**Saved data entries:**
══════════

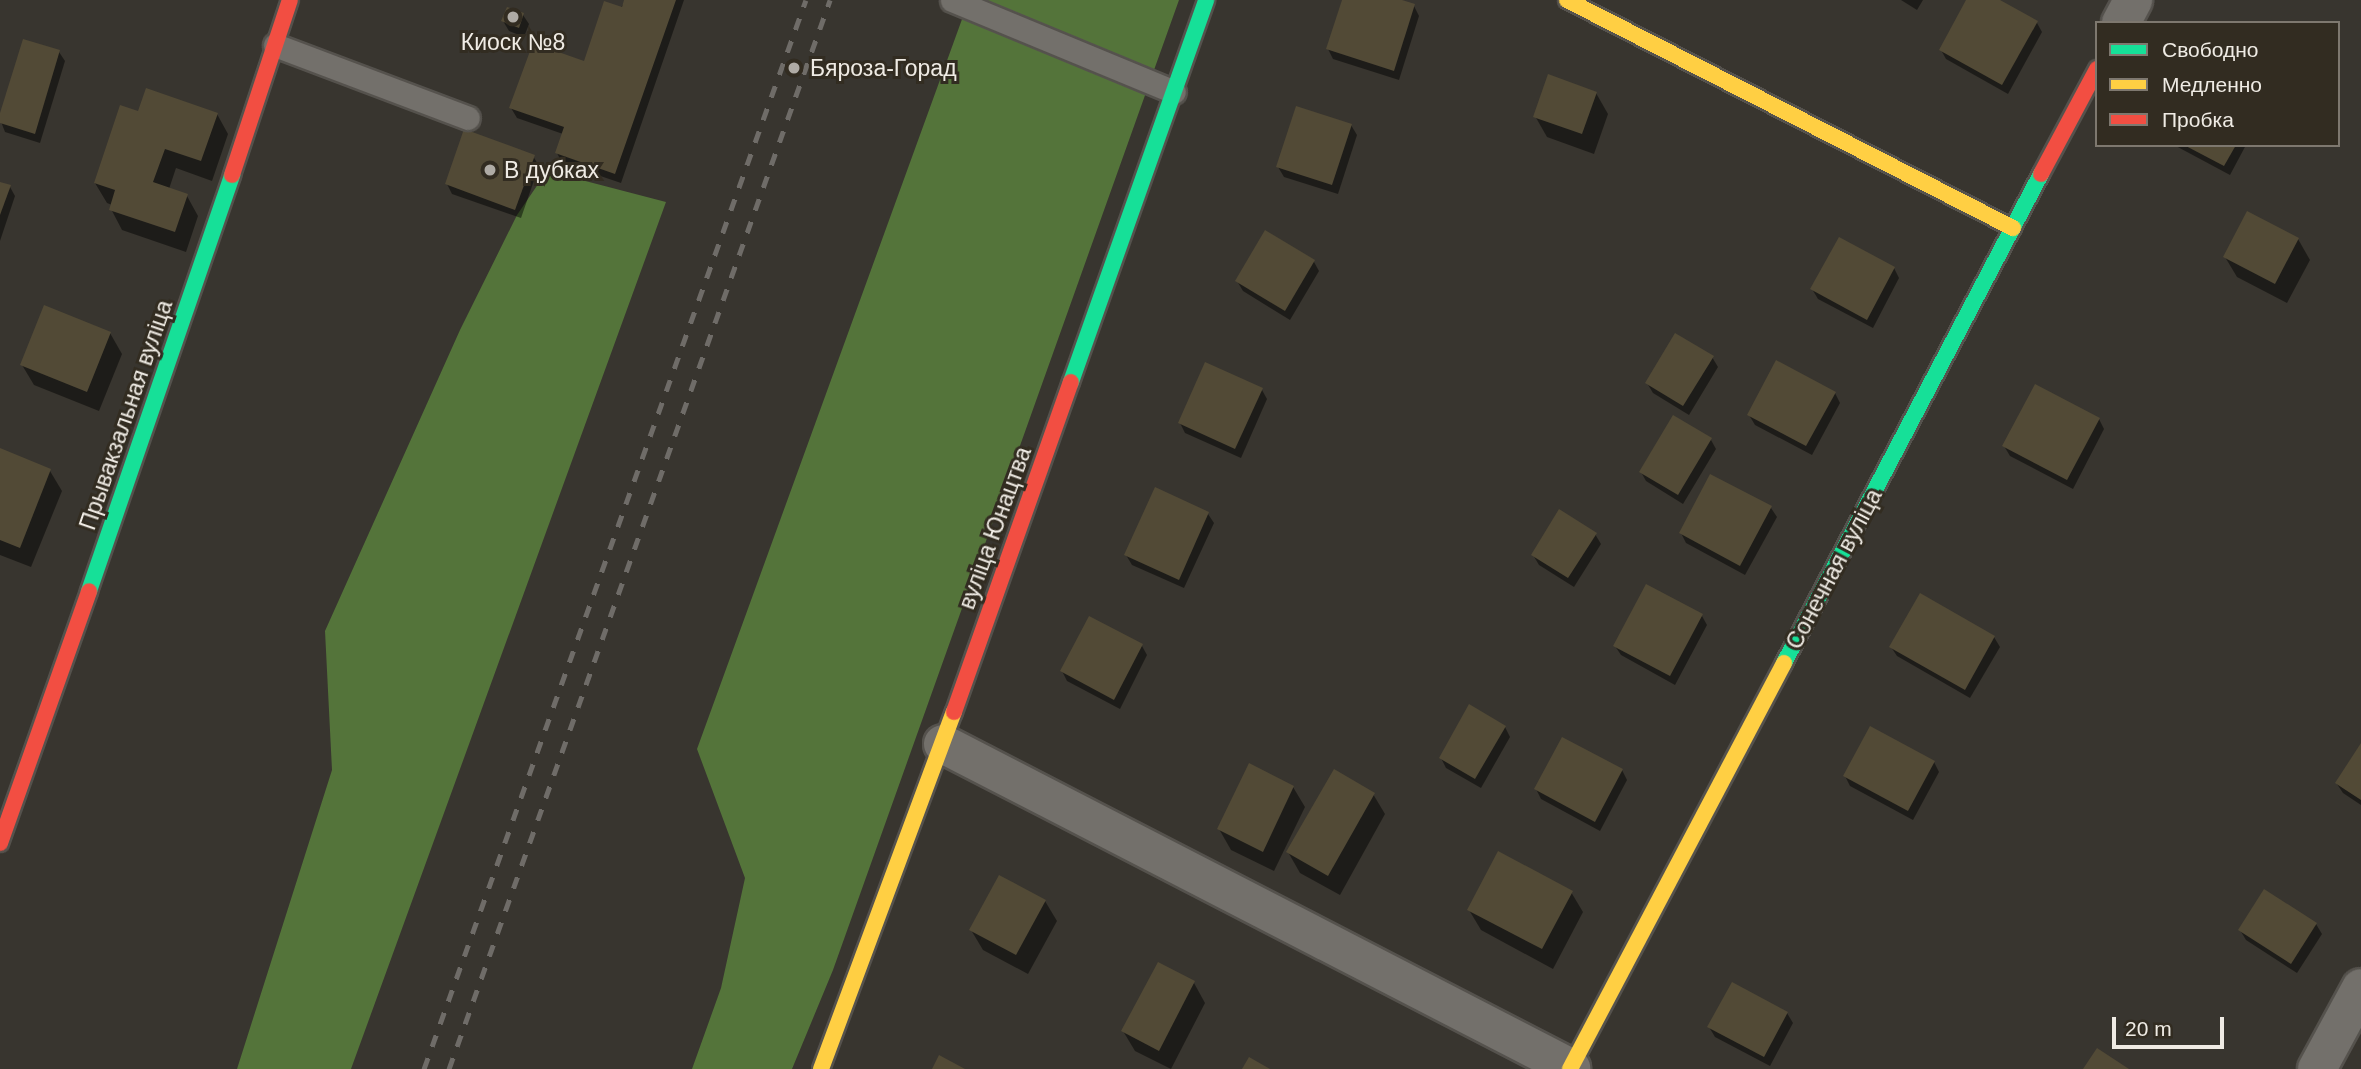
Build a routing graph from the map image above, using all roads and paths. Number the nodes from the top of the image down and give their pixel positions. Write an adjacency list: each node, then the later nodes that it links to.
1 (290, 0): 7 (street, Прывакзальная вуліца)
2 (952, 0): 9 (lane)
3 (1206, 0): 9 (street, вуліца Юнацтва)
4 (1567, 0): 11 (street)
5 (2133, 0): 6 (street)
6 (2122, 21)
7 (275, 45): 10 (lane); 13 (street, Прывакзальная вуліца)
8 (2095, 73): 11 (street, Сонечная вуліца)
9 (1174, 92): 12 (street, вуліца Юнацтва)
10 (468, 118)
11 (2013, 228): 15 (street, Сонечная вуліца)
12 (943, 744): 15 (street); 16 (street, вуліца Юнацтва)
13 (0, 843)
14 (2361, 988): 17 (street)
15 (1571, 1068)
16 (821, 1069)
17 (2317, 1069)

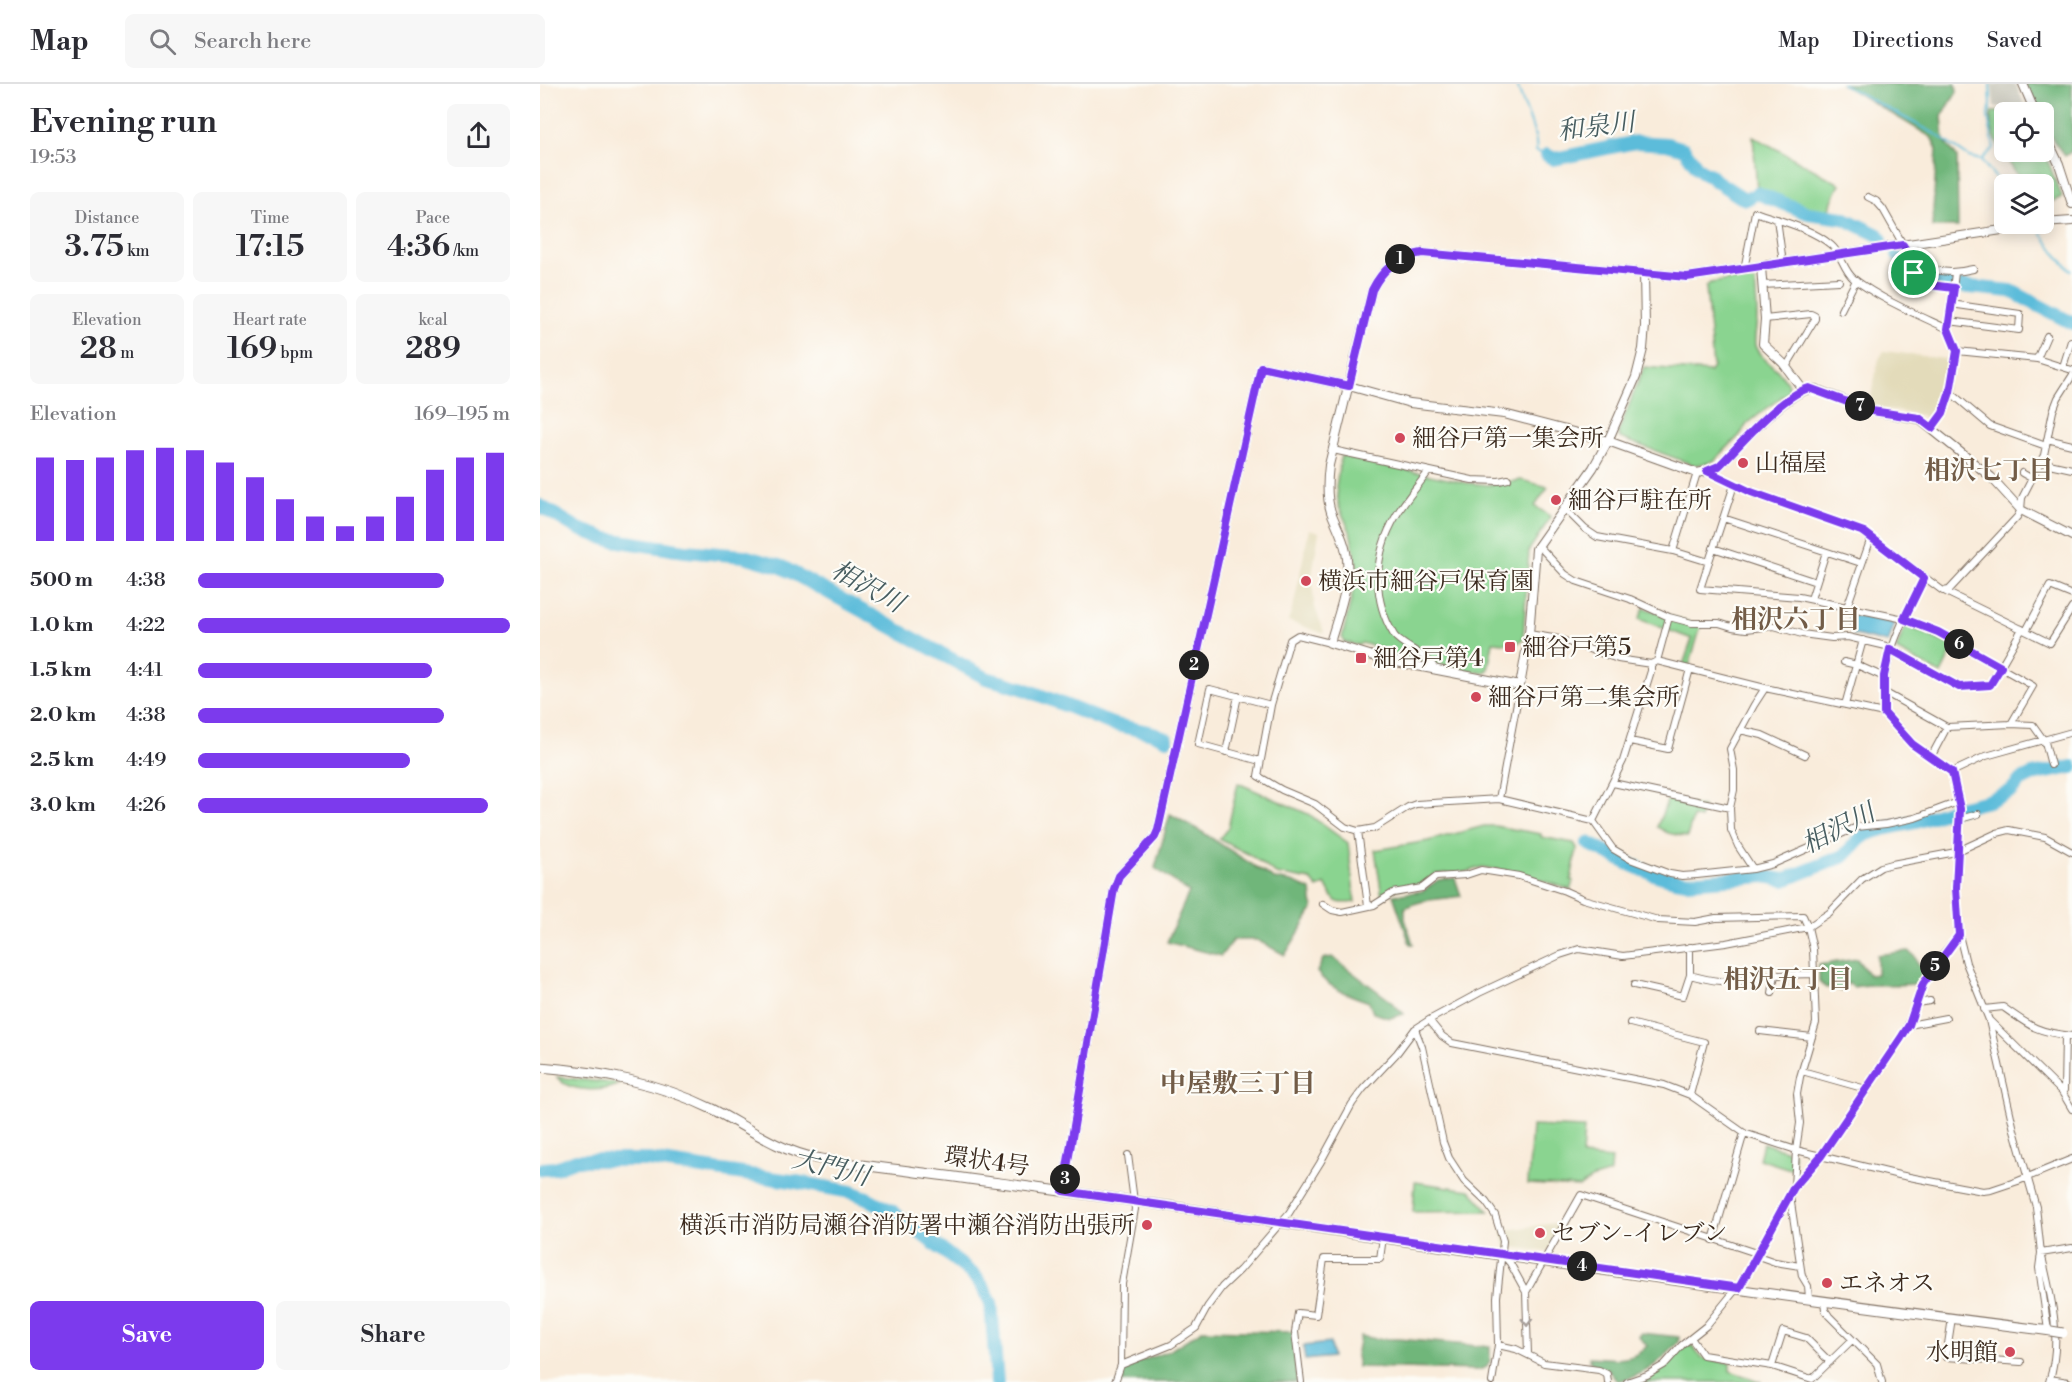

══════════

**What is expected:**
Copy the data in full. No pictures belong in the copy.

**Written response:**
Build a routing graph from the map image above, using all roads and paths. Number the nodes from the top of the image down and give their pixel positions. Write an adjacency list: each node, then the later nodes that it links to.
1 (290, 0): 7 (street, Прывакзальная вуліца)
2 (952, 0): 9 (lane)
3 (1206, 0): 9 (street, вуліца Юнацтва)
4 (1567, 0): 11 (street)
5 (2133, 0): 6 (street)
6 (2122, 21)
7 (275, 45): 10 (lane); 13 (street, Прывакзальная вуліца)
8 (2095, 73): 11 (street, Сонечная вуліца)
9 (1174, 92): 12 (street, вуліца Юнацтва)
10 (468, 118)
11 (2013, 228): 15 (street, Сонечная вуліца)
12 (943, 744): 15 (street); 16 (street, вуліца Юнацтва)
13 (0, 843)
14 (2361, 988): 17 (street)
15 (1571, 1068)
16 (821, 1069)
17 (2317, 1069)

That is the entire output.